🖐🏽 the five
Friction-maxxing, a new food pyramid, Claude Code, visual weather comparison and whimsical playing cards.

🪨 The benefits of “Friction-maxxing”: I really enjoyed this article with similar themes and insights to the ones I had been exploring last year (and ultimately turned into a TED talk). The author does a great job of illustrating places where the removal of the friction is leading to a sterile existence and counters with examples from her own life about where the friction of effort has resulted in the most meaningful moments - like raising readers on a memorable roadtrip.
I think it’s an important message to share so that more people can intentionally consider where they want to keep friction and where they’d like to remove it.
It’s a great platform from which I’d love to move in two, more nuanced directions:
1) intentional friction - It is not lost on me that too many people/families still face way too much friction in their lives and so the real conversation I think is about being intentional about which friction to keep and which to try to eliminate.
2) texture - I don’t think that friction is the thing we all care about, but rather living a life of texture, which requires friction. But that means thinking about the values that create the right texture for you and your family.And what does that look like on an everyday basis? How can feeding all of my humans have “texture” but in a way that allows me to arrive to my kitchen on a Tuesday night with 20 minutes and zero energy or get my youngest to actually sit down and read during family reading time.
But this piece does a wonderful job of starting these really important conversations, and so it the lead-off for this week’s Five.
🥦 New Food pyramid: I grew up in an Indian household, which is to say, I was given lemon ginger tea when I had a cold, turmeric milk for a cough, and good old ghee to make plain roti or kitchidi tasty. My mum was an OG “real food” advocate and was skeptical of anything artificial - whether it was aspartame, cough syrup or even margarine - when a natural option was available. That lesson has always stayed with me, through the different fashions and fads of diets which would find different villains - it’s Fat! No Sugar! No Salt! She would just shake her head and say: just have the real thing, just in moderation.
But I’ve found it so hard to apply the fundamentals of food in the average American supermarket because of the dominance of processed foods. (Long have I wished for the markets of Europe - that offer food that is tasty, fresh and relatively cheap).
So I was encouraged when I saw the latest food pyramid come out. One focused on “real food”. The site is also a delight, and shows what’s possible from a government endeavour.
But let’s keep our eyes on the real win: what we really need is ways to put it into practice - make this kind of food affordable and readily available everywhere, not just fancy specialty stores.
It’s a start though, and I’m excited to see where it can go.
Checking out Claude Code - I thought this WSJ article was a light and accessible way to dive into what Claude Code is and how it’s making it possible for anyone to create digital things of all sorts. It’s what I used to create my own blog again, completely to my specifications and gradients and functionality. It’s far from perfect, but man is it liberating to be able to have a vision in your head and be able to bring it to life without anyone else. It’s what many others are using to create tools and toys that do a thing they have dreamed up.
The reason I think Claude code is worth checking out is that it enables non-technical people to participate in digital creation in a way that just hasn’t been possible before. There are definitely things you’d want to run by an engineer if you want to deploy more broadly but for little toys and experiments for yourself, it’s really great. If you want to read up more on it, I suggest this piece and this one. Yes you need to get comfortable with the terminal and some other basic commands but that’s a small price for the benefit over time I think.

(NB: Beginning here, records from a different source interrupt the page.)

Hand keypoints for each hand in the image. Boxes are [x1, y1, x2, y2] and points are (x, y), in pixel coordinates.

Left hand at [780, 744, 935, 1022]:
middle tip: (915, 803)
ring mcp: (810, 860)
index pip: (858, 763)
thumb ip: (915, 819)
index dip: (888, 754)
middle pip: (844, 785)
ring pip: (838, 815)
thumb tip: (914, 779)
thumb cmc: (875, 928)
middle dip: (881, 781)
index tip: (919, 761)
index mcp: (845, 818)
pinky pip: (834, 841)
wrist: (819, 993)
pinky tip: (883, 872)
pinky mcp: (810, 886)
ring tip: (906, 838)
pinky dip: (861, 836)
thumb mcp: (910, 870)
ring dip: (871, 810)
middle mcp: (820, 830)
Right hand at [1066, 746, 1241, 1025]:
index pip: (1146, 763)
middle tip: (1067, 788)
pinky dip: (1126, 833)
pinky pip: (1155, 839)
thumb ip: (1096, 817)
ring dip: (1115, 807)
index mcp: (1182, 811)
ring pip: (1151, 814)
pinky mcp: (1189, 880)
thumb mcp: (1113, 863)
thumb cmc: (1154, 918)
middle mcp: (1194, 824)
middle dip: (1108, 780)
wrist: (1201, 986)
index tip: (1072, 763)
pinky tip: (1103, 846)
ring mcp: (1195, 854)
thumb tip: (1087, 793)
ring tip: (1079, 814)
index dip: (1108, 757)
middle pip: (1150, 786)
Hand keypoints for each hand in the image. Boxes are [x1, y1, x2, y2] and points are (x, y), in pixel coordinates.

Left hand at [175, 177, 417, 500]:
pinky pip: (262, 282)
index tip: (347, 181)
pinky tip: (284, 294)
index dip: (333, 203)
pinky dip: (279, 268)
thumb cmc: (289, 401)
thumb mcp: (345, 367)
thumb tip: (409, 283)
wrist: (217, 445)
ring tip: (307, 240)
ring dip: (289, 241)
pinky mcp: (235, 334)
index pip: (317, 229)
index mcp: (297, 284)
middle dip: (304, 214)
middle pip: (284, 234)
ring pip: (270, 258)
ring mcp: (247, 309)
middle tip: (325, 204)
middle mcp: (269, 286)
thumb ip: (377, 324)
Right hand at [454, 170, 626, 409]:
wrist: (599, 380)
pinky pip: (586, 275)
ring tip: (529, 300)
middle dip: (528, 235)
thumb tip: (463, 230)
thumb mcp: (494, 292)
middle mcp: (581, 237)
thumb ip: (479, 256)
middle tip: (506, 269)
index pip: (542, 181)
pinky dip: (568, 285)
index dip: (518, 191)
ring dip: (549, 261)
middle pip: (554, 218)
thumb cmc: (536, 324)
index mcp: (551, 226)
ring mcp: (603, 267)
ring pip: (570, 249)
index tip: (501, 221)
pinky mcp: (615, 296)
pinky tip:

In any case, reading about it and getting more comfortable with capabilities is a great place to start.
☔️ Weather Explorer: a fun little pet project that helps people visually understand and compare the weather of different cities. But also a reminder for me on why I think it’s so important that everyone should be able to cook up their own little digital pet projects…. so you can explore your curiosity through an active lens.
It’s one of the most core muscles to exercise as a founder - to see everything in an active stance - that you could act on should you wish, instead of passively consuming (even if that consumption is just information on what’s the annual rainfall difference between Vancouver and Palo Alto 🫣). And something that you could build yourself with Claude Code… just sayin’.
🂡 Whimsical playing cards: What more is there to say but that I find such delight in cleverness that sits at the intersection of form and function.